Even though I didn't start school at the age my siblings started, I was able to overtake my contemporaries and graduated early from college. Good news right! But I still had to wait for the next academic level.
However, one of the lessons I've learned in life is, life is not a competition. As I waited, I compared myself and people compared me with my mates, so I lived in delusion and in confusion of who I really am. Here comes a question I could ask no one: who am I? I saw different potentials and abilities in me, some were obvious but some were not.
But guess what! If I'd not waited, I would have gone ahead (seemingly) but remained on a spot. My waiting period eventually led me to a company of people that helped me discover who I really am. Everything I used to do as a child started finding expression and those potentials started getting molded. I found the real me, I located my passion and I am channeling it appropriately.
I really wanted to know what I wanted to do but I never got close until I took steps. Being afraid did not help; talking to people helped a little but didn't solve it. I had to look within me, get real with myself and ask some questions: what are the things that give you joy?
I realized that the more I discovered what I could do, the more confused I became. The more afraid I was to take steps, the wider the gap between "my joy" and I. So I had to take courage, ignore what people would say, deny myself of my comfort and take some bold steps toward my passion.

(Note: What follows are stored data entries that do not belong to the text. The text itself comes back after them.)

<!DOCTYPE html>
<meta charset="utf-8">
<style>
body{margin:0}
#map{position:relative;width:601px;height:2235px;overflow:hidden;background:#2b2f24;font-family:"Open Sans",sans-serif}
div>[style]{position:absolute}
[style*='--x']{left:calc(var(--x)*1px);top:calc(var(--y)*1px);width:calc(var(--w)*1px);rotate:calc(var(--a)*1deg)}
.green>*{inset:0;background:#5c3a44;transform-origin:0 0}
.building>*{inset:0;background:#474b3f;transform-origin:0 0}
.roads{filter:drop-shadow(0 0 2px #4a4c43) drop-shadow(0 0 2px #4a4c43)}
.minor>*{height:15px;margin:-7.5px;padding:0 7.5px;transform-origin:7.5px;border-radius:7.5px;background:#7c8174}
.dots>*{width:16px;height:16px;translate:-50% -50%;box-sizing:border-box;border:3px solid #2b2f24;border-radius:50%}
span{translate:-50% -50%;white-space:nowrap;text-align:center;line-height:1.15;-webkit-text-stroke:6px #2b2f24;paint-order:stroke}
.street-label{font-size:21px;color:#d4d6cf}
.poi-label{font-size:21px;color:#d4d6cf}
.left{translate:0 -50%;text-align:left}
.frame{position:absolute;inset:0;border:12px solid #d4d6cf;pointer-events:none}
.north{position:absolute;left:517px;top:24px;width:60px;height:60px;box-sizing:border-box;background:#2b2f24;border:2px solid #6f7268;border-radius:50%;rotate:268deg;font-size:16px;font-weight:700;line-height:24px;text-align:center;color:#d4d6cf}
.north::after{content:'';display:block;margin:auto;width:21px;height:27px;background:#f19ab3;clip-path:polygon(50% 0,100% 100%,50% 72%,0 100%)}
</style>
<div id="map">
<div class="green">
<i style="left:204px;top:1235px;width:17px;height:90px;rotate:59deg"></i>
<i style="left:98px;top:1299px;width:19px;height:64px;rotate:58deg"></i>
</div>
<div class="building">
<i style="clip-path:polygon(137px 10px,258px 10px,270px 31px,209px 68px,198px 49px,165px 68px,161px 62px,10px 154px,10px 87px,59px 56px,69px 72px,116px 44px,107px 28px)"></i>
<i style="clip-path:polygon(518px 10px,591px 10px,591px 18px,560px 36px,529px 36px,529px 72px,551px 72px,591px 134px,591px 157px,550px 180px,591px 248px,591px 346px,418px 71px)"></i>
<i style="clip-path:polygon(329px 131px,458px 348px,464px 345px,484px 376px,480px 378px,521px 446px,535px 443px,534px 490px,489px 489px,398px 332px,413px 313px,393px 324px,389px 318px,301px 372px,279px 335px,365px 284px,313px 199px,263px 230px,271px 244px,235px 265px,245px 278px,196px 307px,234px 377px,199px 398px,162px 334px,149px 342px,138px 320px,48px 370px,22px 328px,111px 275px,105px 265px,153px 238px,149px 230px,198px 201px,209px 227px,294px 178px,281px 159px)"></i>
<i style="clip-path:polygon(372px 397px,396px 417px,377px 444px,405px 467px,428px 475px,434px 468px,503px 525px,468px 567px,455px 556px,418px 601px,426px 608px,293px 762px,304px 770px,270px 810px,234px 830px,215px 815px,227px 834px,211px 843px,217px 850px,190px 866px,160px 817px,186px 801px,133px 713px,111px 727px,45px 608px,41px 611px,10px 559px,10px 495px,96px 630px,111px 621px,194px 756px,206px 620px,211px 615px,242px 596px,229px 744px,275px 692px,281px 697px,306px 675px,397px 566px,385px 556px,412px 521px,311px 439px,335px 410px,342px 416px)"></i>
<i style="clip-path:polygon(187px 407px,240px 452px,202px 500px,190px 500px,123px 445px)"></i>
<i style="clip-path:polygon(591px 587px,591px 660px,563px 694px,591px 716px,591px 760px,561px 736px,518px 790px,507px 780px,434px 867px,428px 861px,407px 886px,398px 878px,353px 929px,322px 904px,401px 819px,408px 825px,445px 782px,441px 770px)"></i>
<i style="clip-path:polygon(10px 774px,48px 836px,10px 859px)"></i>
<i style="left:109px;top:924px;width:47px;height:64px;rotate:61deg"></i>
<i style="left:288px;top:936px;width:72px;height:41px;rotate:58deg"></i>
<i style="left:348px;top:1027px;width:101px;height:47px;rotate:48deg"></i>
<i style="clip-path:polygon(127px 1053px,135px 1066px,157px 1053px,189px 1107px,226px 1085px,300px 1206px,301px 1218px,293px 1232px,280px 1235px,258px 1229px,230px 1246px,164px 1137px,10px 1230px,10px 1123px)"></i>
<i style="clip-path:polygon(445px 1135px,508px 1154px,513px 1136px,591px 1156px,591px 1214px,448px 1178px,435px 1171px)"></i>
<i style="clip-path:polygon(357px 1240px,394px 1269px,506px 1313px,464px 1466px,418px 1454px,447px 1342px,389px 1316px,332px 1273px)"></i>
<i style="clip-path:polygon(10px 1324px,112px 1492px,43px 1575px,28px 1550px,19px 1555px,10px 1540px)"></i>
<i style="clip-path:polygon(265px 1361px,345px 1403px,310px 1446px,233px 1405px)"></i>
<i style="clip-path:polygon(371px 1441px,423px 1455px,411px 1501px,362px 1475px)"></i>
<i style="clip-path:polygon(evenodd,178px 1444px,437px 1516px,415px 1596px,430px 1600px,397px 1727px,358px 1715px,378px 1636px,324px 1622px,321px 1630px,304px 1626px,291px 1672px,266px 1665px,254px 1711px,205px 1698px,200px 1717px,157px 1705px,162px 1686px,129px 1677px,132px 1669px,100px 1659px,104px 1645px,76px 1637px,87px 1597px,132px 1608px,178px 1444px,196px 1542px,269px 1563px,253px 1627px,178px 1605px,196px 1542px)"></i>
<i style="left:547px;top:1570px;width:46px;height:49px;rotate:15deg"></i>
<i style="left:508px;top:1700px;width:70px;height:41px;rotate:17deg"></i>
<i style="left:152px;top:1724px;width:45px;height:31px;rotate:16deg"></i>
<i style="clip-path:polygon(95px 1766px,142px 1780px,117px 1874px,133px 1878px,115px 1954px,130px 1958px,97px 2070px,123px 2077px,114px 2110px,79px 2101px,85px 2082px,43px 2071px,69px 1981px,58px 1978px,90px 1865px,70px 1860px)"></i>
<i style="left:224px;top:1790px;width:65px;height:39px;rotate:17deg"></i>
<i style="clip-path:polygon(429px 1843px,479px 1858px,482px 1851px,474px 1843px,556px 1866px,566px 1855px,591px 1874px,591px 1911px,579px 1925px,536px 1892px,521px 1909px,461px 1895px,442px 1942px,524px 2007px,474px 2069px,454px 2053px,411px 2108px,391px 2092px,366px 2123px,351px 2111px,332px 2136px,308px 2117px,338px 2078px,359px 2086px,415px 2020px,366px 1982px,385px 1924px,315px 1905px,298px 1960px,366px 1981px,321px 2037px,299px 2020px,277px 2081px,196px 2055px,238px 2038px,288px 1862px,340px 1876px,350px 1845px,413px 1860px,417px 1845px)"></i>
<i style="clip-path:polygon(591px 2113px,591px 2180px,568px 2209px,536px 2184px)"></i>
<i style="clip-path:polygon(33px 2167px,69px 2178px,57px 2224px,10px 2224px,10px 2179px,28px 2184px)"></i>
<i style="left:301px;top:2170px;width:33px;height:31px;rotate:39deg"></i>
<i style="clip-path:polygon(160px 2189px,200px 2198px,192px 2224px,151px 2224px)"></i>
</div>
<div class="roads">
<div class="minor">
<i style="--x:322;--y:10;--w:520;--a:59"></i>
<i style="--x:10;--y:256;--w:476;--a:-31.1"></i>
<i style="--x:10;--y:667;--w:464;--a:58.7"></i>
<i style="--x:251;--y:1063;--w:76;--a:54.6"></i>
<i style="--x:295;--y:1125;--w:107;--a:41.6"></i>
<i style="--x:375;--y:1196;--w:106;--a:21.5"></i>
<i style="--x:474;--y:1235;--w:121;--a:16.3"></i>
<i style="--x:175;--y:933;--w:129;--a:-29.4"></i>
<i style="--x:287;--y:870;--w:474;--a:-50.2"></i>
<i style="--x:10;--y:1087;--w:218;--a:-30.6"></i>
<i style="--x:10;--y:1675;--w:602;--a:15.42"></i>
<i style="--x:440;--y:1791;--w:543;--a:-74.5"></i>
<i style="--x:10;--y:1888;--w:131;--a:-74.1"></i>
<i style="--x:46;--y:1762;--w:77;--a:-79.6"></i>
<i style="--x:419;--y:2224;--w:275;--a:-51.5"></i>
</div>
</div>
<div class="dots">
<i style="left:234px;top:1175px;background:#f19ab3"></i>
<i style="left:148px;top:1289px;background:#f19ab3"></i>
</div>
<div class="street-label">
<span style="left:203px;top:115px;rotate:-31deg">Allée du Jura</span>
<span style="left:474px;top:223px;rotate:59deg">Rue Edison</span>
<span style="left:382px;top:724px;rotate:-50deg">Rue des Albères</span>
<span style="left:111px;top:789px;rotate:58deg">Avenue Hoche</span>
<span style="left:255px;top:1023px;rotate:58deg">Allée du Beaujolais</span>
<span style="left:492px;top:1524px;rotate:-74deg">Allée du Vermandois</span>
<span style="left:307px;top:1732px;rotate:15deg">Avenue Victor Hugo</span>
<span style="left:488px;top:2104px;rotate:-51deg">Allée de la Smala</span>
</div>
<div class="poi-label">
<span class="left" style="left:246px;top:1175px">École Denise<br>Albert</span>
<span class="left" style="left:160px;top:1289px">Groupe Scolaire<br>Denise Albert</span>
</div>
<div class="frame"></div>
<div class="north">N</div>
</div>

There had always been a part of me that love kids but I was never exposed to relating with them, however, I like staying around them. I miss them more (I hardly miss adults) and I love to help them through their growth process by instilling appropriate values. I love to sing and music is both a ministry and a tool for me. I love nature, it's my best form of relaxation. I am a deep thinker and this is one great asset I have and use well because it helps me to see ahead. Spending time with myself is one of my best moments. I like to arrange things, therefore I like creating order (in business, personal life, at work ). Because of my love for orderliness, I am passionate about helping people create organisational structure and policies.
I am a 'multi-faceted' individual; although this was at first very confusing but now I could see how they all synchronize.
I AM OLUWABUKOLA, I believe in using what I already have (talents, skills, experience, relationships...) to positively influence those around me.
I am glad I found me and I love who I am becoming daily.